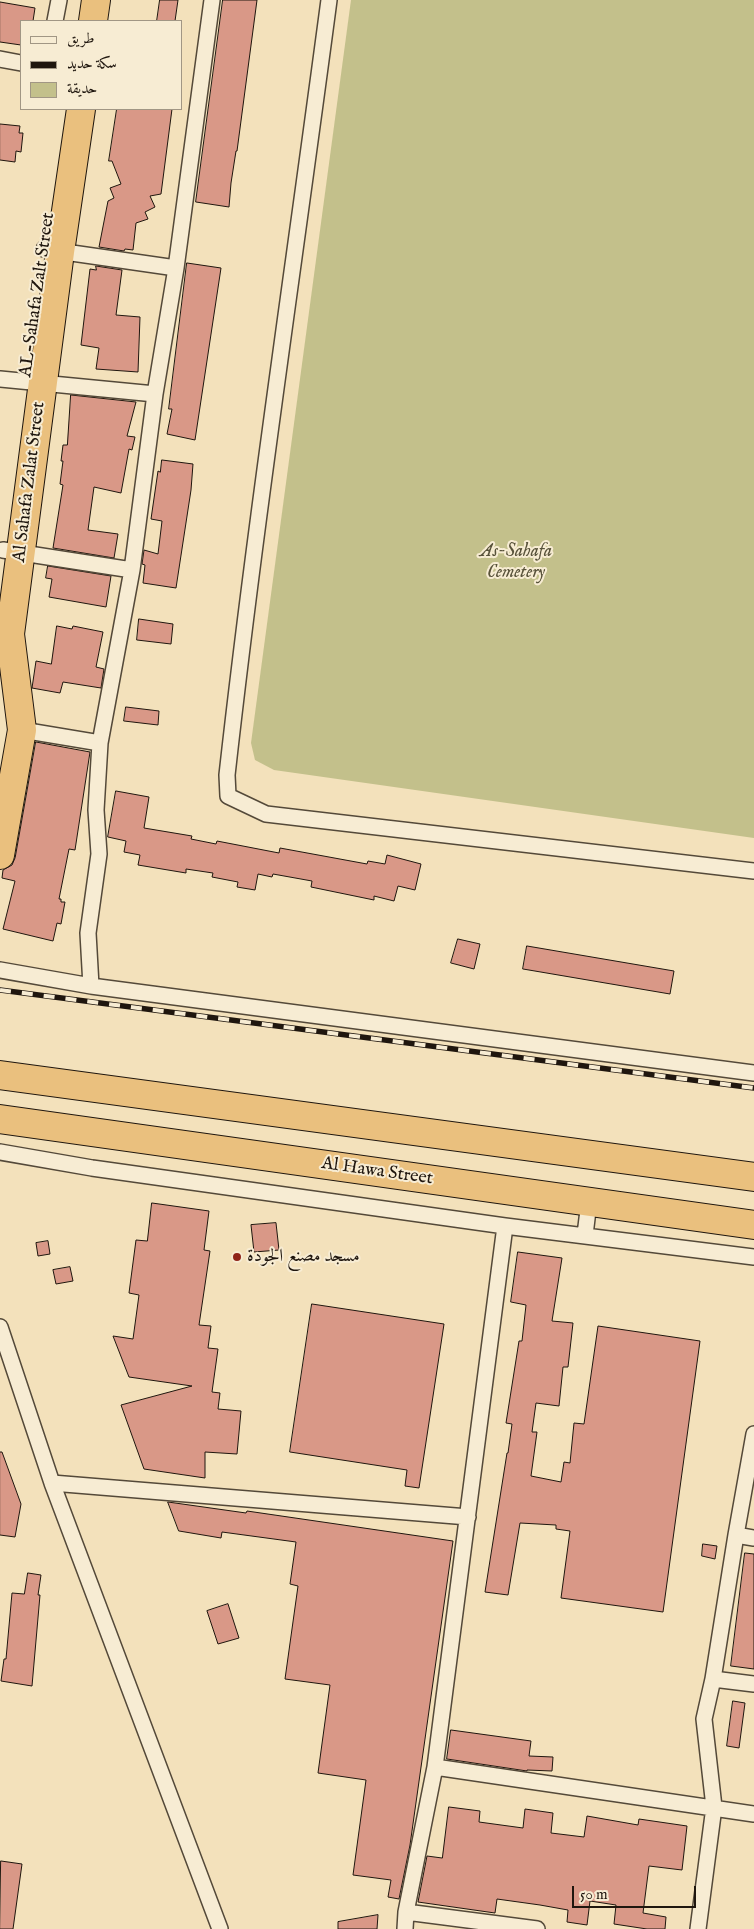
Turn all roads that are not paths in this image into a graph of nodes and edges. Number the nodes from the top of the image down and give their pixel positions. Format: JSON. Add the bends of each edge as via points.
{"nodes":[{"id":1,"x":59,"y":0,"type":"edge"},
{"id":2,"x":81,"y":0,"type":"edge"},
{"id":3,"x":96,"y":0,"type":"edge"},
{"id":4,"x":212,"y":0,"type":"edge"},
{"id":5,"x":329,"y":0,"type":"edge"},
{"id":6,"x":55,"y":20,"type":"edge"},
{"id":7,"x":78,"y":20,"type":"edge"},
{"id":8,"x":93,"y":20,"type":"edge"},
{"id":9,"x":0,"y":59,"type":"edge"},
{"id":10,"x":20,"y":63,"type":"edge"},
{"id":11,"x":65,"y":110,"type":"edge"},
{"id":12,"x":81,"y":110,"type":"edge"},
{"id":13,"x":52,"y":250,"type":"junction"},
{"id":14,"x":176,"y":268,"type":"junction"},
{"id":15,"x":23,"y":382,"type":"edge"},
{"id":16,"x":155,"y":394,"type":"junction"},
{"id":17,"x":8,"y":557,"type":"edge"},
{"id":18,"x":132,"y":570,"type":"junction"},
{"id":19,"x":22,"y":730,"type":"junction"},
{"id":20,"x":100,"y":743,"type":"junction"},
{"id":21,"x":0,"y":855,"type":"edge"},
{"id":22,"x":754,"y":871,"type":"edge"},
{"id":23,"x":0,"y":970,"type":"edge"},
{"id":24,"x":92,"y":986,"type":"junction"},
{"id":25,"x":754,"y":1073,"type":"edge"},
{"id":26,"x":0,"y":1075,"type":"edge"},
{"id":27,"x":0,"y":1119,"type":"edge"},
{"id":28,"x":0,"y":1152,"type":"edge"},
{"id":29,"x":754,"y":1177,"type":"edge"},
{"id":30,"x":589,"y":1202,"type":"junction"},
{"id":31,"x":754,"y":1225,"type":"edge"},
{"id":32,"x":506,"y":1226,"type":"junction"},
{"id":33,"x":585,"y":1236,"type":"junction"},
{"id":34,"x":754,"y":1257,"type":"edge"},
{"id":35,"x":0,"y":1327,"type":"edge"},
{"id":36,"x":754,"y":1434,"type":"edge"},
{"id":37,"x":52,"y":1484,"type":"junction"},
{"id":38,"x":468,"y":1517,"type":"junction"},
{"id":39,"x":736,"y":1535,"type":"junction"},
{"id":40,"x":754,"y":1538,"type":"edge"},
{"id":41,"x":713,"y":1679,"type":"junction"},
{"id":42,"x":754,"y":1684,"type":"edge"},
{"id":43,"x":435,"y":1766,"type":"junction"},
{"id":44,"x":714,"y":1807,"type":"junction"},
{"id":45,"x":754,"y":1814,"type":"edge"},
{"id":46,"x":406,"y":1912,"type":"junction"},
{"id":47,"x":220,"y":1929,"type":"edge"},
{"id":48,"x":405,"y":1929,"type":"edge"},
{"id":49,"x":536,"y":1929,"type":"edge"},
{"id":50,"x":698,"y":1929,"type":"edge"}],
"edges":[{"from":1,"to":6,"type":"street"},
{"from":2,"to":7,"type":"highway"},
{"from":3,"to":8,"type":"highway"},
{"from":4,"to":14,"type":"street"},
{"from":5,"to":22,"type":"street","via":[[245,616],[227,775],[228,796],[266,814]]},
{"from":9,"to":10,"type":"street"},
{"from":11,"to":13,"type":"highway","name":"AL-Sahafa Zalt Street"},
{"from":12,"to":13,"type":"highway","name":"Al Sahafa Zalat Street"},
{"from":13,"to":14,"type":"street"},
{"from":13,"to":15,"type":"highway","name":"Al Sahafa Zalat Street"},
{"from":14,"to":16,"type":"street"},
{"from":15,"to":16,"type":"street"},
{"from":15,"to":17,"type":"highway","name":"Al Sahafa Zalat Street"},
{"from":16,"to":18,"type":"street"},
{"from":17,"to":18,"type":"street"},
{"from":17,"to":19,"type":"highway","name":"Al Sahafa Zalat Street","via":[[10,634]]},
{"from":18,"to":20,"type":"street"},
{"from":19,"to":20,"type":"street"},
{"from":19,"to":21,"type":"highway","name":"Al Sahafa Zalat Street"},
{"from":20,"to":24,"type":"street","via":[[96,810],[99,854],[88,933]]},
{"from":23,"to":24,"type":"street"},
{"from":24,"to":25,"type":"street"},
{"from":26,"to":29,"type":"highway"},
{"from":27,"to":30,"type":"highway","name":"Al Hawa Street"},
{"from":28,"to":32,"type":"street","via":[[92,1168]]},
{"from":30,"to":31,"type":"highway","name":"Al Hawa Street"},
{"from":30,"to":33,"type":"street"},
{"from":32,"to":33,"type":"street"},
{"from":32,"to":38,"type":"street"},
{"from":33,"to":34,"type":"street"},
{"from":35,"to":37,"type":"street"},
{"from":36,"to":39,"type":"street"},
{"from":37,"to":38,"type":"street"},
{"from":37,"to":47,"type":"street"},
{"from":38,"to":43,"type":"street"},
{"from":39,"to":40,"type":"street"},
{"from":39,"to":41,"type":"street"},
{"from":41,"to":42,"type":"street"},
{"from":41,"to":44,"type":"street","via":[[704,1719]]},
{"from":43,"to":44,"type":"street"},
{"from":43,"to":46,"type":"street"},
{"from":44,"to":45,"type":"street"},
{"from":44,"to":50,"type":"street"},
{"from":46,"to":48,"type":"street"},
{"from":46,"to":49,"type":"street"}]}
________________________
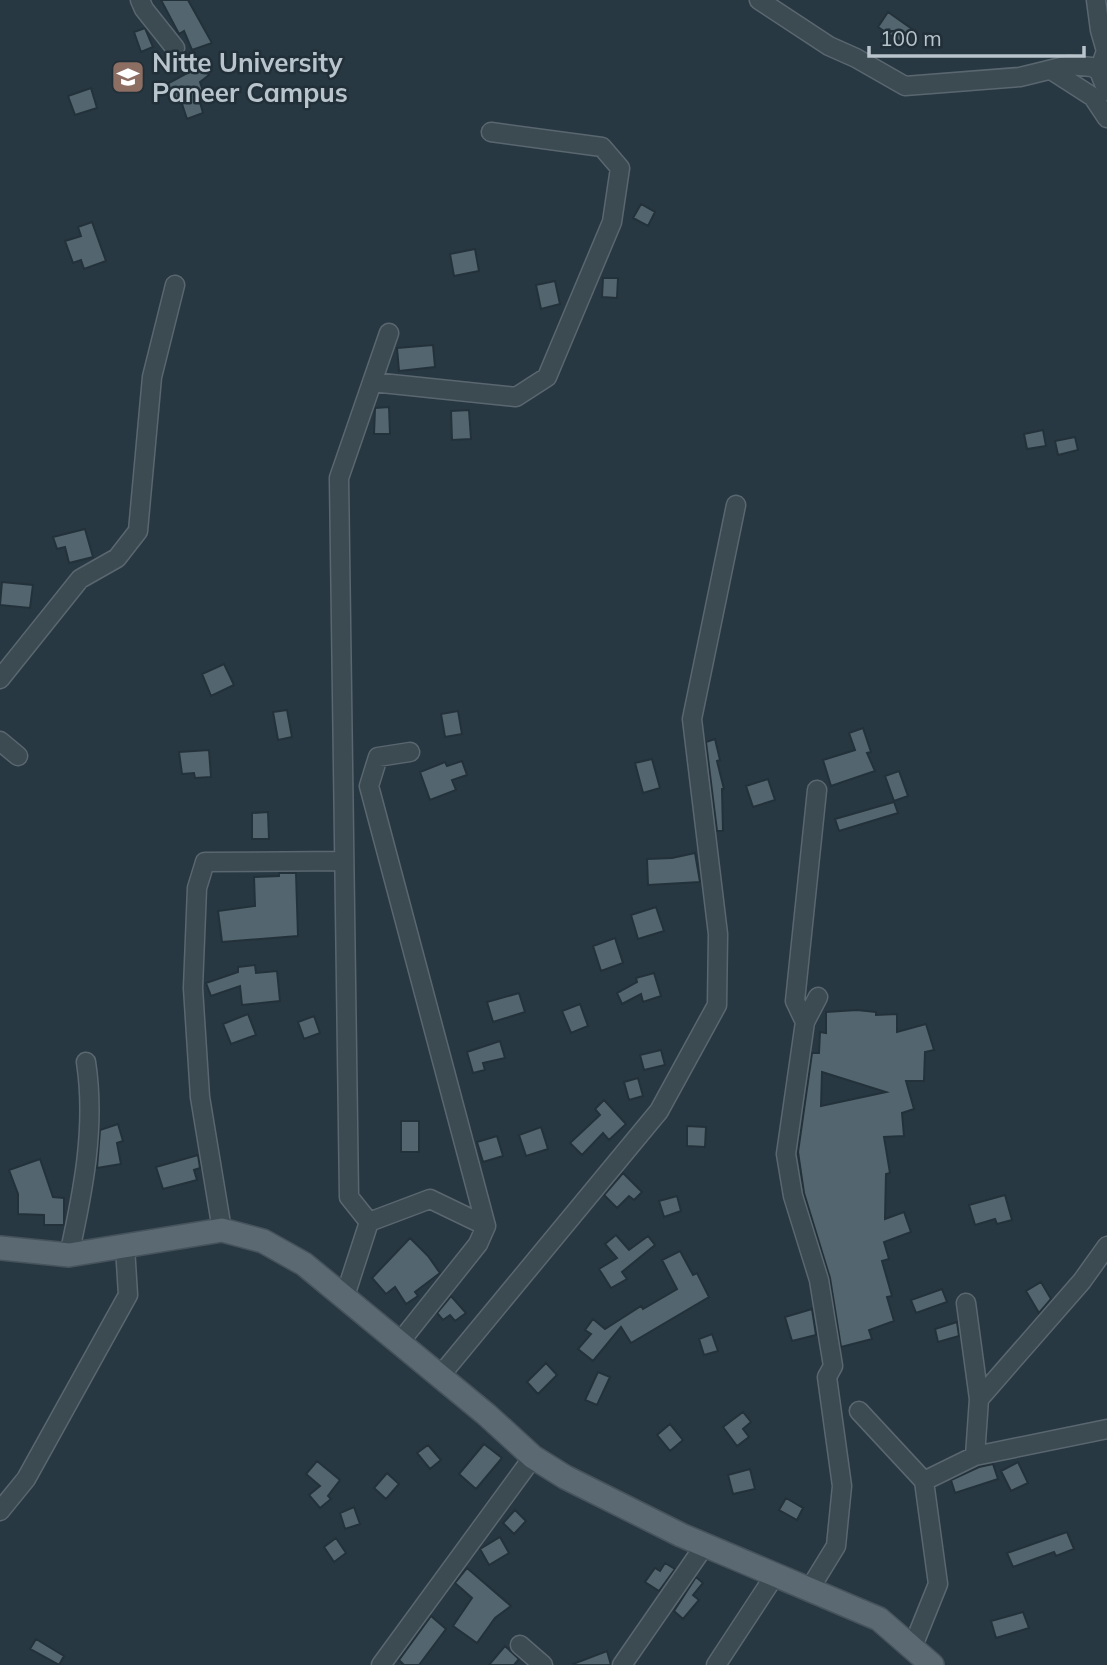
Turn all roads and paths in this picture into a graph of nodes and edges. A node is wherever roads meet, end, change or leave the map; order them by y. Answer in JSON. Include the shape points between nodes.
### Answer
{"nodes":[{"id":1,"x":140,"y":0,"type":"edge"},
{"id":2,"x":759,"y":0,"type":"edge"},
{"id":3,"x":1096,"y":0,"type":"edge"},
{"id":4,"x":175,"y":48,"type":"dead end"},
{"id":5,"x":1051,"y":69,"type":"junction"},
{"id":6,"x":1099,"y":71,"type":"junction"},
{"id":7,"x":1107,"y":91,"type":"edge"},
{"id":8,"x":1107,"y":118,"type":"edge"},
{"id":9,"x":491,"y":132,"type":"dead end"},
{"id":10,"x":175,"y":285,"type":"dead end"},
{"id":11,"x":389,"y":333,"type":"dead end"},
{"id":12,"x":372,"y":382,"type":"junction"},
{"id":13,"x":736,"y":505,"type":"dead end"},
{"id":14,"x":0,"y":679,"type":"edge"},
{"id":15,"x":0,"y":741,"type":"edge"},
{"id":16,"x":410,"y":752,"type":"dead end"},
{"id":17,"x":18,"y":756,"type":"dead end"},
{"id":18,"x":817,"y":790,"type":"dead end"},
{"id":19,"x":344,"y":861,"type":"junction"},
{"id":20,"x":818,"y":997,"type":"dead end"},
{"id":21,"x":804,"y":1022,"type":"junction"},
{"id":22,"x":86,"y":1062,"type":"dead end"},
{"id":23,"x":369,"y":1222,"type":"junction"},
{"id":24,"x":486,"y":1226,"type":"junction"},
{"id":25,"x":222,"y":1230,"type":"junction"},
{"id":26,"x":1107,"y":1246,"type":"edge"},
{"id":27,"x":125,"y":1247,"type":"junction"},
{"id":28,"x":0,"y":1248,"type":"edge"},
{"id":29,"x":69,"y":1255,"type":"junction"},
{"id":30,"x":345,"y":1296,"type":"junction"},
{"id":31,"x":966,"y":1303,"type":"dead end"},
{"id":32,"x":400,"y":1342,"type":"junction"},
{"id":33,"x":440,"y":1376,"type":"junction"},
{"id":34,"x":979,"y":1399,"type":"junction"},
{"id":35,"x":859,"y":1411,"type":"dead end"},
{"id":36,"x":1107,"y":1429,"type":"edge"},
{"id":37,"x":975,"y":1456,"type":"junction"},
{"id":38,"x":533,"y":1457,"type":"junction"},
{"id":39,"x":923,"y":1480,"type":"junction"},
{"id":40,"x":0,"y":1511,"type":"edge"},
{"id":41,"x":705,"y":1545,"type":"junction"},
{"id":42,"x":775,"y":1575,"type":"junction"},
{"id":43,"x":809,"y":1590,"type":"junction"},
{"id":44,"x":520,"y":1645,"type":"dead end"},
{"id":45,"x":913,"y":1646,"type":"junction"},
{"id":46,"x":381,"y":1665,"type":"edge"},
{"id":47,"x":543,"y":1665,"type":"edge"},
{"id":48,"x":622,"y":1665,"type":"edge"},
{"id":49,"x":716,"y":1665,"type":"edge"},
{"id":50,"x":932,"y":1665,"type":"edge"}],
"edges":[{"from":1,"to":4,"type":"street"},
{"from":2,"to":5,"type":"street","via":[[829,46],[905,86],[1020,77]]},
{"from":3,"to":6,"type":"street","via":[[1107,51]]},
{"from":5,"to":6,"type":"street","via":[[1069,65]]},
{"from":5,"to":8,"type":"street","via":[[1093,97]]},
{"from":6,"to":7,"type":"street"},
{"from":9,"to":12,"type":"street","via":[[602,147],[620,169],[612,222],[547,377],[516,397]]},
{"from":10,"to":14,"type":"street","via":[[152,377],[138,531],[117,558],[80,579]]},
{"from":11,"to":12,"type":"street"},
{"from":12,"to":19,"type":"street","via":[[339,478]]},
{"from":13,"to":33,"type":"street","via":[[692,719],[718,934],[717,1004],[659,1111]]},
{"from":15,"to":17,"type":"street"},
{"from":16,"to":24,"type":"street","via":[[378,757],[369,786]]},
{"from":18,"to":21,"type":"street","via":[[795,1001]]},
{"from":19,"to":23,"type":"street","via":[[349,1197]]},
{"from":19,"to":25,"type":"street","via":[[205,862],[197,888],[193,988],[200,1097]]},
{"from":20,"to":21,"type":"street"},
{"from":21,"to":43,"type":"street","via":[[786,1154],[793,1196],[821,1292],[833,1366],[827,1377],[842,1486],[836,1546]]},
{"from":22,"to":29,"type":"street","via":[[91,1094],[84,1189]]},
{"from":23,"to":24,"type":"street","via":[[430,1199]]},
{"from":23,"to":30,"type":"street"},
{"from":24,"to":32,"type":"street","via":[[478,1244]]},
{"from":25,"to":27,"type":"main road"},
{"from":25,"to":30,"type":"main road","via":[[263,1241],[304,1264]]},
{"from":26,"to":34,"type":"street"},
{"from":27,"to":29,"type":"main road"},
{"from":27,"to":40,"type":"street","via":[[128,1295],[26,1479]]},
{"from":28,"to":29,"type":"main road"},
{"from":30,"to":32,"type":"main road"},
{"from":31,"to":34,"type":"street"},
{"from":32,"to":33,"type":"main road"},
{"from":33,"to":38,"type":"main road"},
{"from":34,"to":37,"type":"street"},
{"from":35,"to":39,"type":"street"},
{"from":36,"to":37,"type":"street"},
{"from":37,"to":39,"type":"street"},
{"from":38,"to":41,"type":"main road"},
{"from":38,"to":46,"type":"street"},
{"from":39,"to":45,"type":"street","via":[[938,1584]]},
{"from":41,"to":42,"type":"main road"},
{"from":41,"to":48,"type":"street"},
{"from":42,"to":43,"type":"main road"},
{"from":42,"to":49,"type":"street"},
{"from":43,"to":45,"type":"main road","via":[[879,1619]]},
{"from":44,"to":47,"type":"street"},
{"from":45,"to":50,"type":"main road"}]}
________________________
• **Task goal**
Only a number is wanted here: how many lines in the data above include the string "Hawa"?

• **Solution to the exercise**
2